*WHAT TO DO*
Nothing is to be left out: repeat every entry exactly as given.
[Opening PROVIDED MATERIAL section]
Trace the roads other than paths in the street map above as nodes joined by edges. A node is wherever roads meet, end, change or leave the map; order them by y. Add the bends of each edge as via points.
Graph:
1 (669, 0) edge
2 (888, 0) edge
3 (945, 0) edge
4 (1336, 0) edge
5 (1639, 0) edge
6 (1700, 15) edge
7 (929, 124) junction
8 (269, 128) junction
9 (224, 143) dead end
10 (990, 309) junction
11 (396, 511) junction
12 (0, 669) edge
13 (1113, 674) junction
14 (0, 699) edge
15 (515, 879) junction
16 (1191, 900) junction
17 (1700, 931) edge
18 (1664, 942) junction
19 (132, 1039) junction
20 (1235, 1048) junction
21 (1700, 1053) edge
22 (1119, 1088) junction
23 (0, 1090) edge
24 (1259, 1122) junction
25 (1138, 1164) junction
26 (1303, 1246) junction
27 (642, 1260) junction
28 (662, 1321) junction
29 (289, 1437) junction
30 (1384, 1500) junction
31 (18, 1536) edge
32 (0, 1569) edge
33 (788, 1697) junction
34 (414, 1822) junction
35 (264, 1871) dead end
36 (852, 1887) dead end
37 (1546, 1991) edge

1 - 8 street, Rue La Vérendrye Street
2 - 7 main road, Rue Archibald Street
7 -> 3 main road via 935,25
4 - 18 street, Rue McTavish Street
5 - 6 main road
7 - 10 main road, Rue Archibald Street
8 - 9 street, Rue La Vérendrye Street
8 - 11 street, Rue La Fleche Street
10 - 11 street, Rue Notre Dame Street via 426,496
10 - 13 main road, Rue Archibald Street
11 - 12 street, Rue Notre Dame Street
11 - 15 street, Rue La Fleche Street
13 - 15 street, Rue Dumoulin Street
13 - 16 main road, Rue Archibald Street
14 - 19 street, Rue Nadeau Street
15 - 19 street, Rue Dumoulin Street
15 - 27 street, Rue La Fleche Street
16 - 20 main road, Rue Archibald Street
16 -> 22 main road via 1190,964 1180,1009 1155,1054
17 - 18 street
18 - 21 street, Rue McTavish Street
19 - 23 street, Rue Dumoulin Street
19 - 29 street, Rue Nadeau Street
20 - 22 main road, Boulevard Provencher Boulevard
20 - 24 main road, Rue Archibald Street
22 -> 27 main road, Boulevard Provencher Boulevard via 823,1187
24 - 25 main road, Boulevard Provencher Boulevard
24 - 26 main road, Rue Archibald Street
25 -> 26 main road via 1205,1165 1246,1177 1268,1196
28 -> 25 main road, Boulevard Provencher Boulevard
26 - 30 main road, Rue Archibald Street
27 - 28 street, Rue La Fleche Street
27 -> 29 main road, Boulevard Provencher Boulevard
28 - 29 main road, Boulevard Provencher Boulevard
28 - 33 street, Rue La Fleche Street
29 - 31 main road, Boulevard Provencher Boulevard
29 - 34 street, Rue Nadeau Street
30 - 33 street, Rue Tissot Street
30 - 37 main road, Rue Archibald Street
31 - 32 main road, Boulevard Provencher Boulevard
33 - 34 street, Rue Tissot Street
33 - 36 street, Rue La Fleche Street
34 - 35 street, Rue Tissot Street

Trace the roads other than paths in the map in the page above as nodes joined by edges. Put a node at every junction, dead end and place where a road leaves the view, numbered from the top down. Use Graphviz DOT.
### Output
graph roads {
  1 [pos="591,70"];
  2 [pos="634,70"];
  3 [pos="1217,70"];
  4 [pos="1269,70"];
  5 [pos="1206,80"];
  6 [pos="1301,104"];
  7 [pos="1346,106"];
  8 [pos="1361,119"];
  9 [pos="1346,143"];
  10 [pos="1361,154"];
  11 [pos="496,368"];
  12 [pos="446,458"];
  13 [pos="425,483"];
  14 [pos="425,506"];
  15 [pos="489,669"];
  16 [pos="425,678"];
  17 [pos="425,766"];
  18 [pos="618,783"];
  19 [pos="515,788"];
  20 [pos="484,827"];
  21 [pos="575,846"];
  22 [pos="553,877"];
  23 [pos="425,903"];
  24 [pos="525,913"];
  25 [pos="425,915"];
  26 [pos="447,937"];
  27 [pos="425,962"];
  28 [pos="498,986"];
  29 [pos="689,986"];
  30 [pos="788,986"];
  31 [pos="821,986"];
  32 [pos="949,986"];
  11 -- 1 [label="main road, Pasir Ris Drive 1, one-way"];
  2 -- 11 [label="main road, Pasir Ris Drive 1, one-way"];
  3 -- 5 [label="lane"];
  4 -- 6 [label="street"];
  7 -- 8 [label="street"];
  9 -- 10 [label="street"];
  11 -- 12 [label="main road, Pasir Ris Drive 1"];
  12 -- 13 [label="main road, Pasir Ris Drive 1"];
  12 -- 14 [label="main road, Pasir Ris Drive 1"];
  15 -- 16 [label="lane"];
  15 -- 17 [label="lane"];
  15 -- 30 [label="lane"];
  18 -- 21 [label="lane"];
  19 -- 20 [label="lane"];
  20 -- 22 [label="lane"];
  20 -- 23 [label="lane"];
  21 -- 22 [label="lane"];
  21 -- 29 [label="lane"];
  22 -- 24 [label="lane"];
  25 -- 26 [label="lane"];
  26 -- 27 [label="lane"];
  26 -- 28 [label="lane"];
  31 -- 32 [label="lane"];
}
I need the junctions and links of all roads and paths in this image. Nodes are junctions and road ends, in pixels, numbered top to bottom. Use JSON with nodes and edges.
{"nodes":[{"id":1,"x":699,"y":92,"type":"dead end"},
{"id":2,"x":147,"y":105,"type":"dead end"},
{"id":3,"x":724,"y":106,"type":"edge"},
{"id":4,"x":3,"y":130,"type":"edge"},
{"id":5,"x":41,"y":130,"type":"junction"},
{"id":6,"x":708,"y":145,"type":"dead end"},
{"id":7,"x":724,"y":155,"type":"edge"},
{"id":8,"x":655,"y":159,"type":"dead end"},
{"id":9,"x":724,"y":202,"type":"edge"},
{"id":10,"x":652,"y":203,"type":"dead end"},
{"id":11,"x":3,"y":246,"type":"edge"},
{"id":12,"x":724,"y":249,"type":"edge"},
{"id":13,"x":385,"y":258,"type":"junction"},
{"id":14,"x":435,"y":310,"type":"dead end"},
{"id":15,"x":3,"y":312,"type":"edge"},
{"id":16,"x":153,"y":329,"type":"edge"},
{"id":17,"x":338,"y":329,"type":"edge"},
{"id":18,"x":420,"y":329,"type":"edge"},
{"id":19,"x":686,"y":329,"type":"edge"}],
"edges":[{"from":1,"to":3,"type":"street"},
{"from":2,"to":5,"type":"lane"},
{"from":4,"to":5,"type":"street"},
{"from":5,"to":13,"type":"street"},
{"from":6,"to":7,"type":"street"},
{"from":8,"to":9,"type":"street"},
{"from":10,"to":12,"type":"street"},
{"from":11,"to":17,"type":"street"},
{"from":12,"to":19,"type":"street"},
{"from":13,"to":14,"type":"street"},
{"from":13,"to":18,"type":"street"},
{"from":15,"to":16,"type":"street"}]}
[Closing PROVIDED MATERIAL section]
*PROBLEM SOLUTION*
Trace the roads other than paths in the street map above as nodes joined by edges. A node is wherever roads meet, end, change or leave the map; order them by y. Add the bends of each edge as via points.
Graph:
1 (669, 0) edge
2 (888, 0) edge
3 (945, 0) edge
4 (1336, 0) edge
5 (1639, 0) edge
6 (1700, 15) edge
7 (929, 124) junction
8 (269, 128) junction
9 (224, 143) dead end
10 (990, 309) junction
11 (396, 511) junction
12 (0, 669) edge
13 (1113, 674) junction
14 (0, 699) edge
15 (515, 879) junction
16 (1191, 900) junction
17 (1700, 931) edge
18 (1664, 942) junction
19 (132, 1039) junction
20 (1235, 1048) junction
21 (1700, 1053) edge
22 (1119, 1088) junction
23 (0, 1090) edge
24 (1259, 1122) junction
25 (1138, 1164) junction
26 (1303, 1246) junction
27 (642, 1260) junction
28 (662, 1321) junction
29 (289, 1437) junction
30 (1384, 1500) junction
31 (18, 1536) edge
32 (0, 1569) edge
33 (788, 1697) junction
34 (414, 1822) junction
35 (264, 1871) dead end
36 (852, 1887) dead end
37 (1546, 1991) edge

1 - 8 street, Rue La Vérendrye Street
2 - 7 main road, Rue Archibald Street
7 -> 3 main road via 935,25
4 - 18 street, Rue McTavish Street
5 - 6 main road
7 - 10 main road, Rue Archibald Street
8 - 9 street, Rue La Vérendrye Street
8 - 11 street, Rue La Fleche Street
10 - 11 street, Rue Notre Dame Street via 426,496
10 - 13 main road, Rue Archibald Street
11 - 12 street, Rue Notre Dame Street
11 - 15 street, Rue La Fleche Street
13 - 15 street, Rue Dumoulin Street
13 - 16 main road, Rue Archibald Street
14 - 19 street, Rue Nadeau Street
15 - 19 street, Rue Dumoulin Street
15 - 27 street, Rue La Fleche Street
16 - 20 main road, Rue Archibald Street
16 -> 22 main road via 1190,964 1180,1009 1155,1054
17 - 18 street
18 - 21 street, Rue McTavish Street
19 - 23 street, Rue Dumoulin Street
19 - 29 street, Rue Nadeau Street
20 - 22 main road, Boulevard Provencher Boulevard
20 - 24 main road, Rue Archibald Street
22 -> 27 main road, Boulevard Provencher Boulevard via 823,1187
24 - 25 main road, Boulevard Provencher Boulevard
24 - 26 main road, Rue Archibald Street
25 -> 26 main road via 1205,1165 1246,1177 1268,1196
28 -> 25 main road, Boulevard Provencher Boulevard
26 - 30 main road, Rue Archibald Street
27 - 28 street, Rue La Fleche Street
27 -> 29 main road, Boulevard Provencher Boulevard
28 - 29 main road, Boulevard Provencher Boulevard
28 - 33 street, Rue La Fleche Street
29 - 31 main road, Boulevard Provencher Boulevard
29 - 34 street, Rue Nadeau Street
30 - 33 street, Rue Tissot Street
30 - 37 main road, Rue Archibald Street
31 - 32 main road, Boulevard Provencher Boulevard
33 - 34 street, Rue Tissot Street
33 - 36 street, Rue La Fleche Street
34 - 35 street, Rue Tissot Street

Trace the roads other than paths in the map in the page above as nodes joined by edges. Put a node at every junction, dead end and place where a road leaves the view, numbered from the top down. Use Graphviz DOT.
### Output
graph roads {
  1 [pos="591,70"];
  2 [pos="634,70"];
  3 [pos="1217,70"];
  4 [pos="1269,70"];
  5 [pos="1206,80"];
  6 [pos="1301,104"];
  7 [pos="1346,106"];
  8 [pos="1361,119"];
  9 [pos="1346,143"];
  10 [pos="1361,154"];
  11 [pos="496,368"];
  12 [pos="446,458"];
  13 [pos="425,483"];
  14 [pos="425,506"];
  15 [pos="489,669"];
  16 [pos="425,678"];
  17 [pos="425,766"];
  18 [pos="618,783"];
  19 [pos="515,788"];
  20 [pos="484,827"];
  21 [pos="575,846"];
  22 [pos="553,877"];
  23 [pos="425,903"];
  24 [pos="525,913"];
  25 [pos="425,915"];
  26 [pos="447,937"];
  27 [pos="425,962"];
  28 [pos="498,986"];
  29 [pos="689,986"];
  30 [pos="788,986"];
  31 [pos="821,986"];
  32 [pos="949,986"];
  11 -- 1 [label="main road, Pasir Ris Drive 1, one-way"];
  2 -- 11 [label="main road, Pasir Ris Drive 1, one-way"];
  3 -- 5 [label="lane"];
  4 -- 6 [label="street"];
  7 -- 8 [label="street"];
  9 -- 10 [label="street"];
  11 -- 12 [label="main road, Pasir Ris Drive 1"];
  12 -- 13 [label="main road, Pasir Ris Drive 1"];
  12 -- 14 [label="main road, Pasir Ris Drive 1"];
  15 -- 16 [label="lane"];
  15 -- 17 [label="lane"];
  15 -- 30 [label="lane"];
  18 -- 21 [label="lane"];
  19 -- 20 [label="lane"];
  20 -- 22 [label="lane"];
  20 -- 23 [label="lane"];
  21 -- 22 [label="lane"];
  21 -- 29 [label="lane"];
  22 -- 24 [label="lane"];
  25 -- 26 [label="lane"];
  26 -- 27 [label="lane"];
  26 -- 28 [label="lane"];
  31 -- 32 [label="lane"];
}
I need the junctions and links of all roads and paths in this image. Nodes are junctions and road ends, in pixels, numbered top to bottom. Use JSON with nodes and edges.
{"nodes":[{"id":1,"x":699,"y":92,"type":"dead end"},
{"id":2,"x":147,"y":105,"type":"dead end"},
{"id":3,"x":724,"y":106,"type":"edge"},
{"id":4,"x":3,"y":130,"type":"edge"},
{"id":5,"x":41,"y":130,"type":"junction"},
{"id":6,"x":708,"y":145,"type":"dead end"},
{"id":7,"x":724,"y":155,"type":"edge"},
{"id":8,"x":655,"y":159,"type":"dead end"},
{"id":9,"x":724,"y":202,"type":"edge"},
{"id":10,"x":652,"y":203,"type":"dead end"},
{"id":11,"x":3,"y":246,"type":"edge"},
{"id":12,"x":724,"y":249,"type":"edge"},
{"id":13,"x":385,"y":258,"type":"junction"},
{"id":14,"x":435,"y":310,"type":"dead end"},
{"id":15,"x":3,"y":312,"type":"edge"},
{"id":16,"x":153,"y":329,"type":"edge"},
{"id":17,"x":338,"y":329,"type":"edge"},
{"id":18,"x":420,"y":329,"type":"edge"},
{"id":19,"x":686,"y":329,"type":"edge"}],
"edges":[{"from":1,"to":3,"type":"street"},
{"from":2,"to":5,"type":"lane"},
{"from":4,"to":5,"type":"street"},
{"from":5,"to":13,"type":"street"},
{"from":6,"to":7,"type":"street"},
{"from":8,"to":9,"type":"street"},
{"from":10,"to":12,"type":"street"},
{"from":11,"to":17,"type":"street"},
{"from":12,"to":19,"type":"street"},
{"from":13,"to":14,"type":"street"},
{"from":13,"to":18,"type":"street"},
{"from":15,"to":16,"type":"street"}]}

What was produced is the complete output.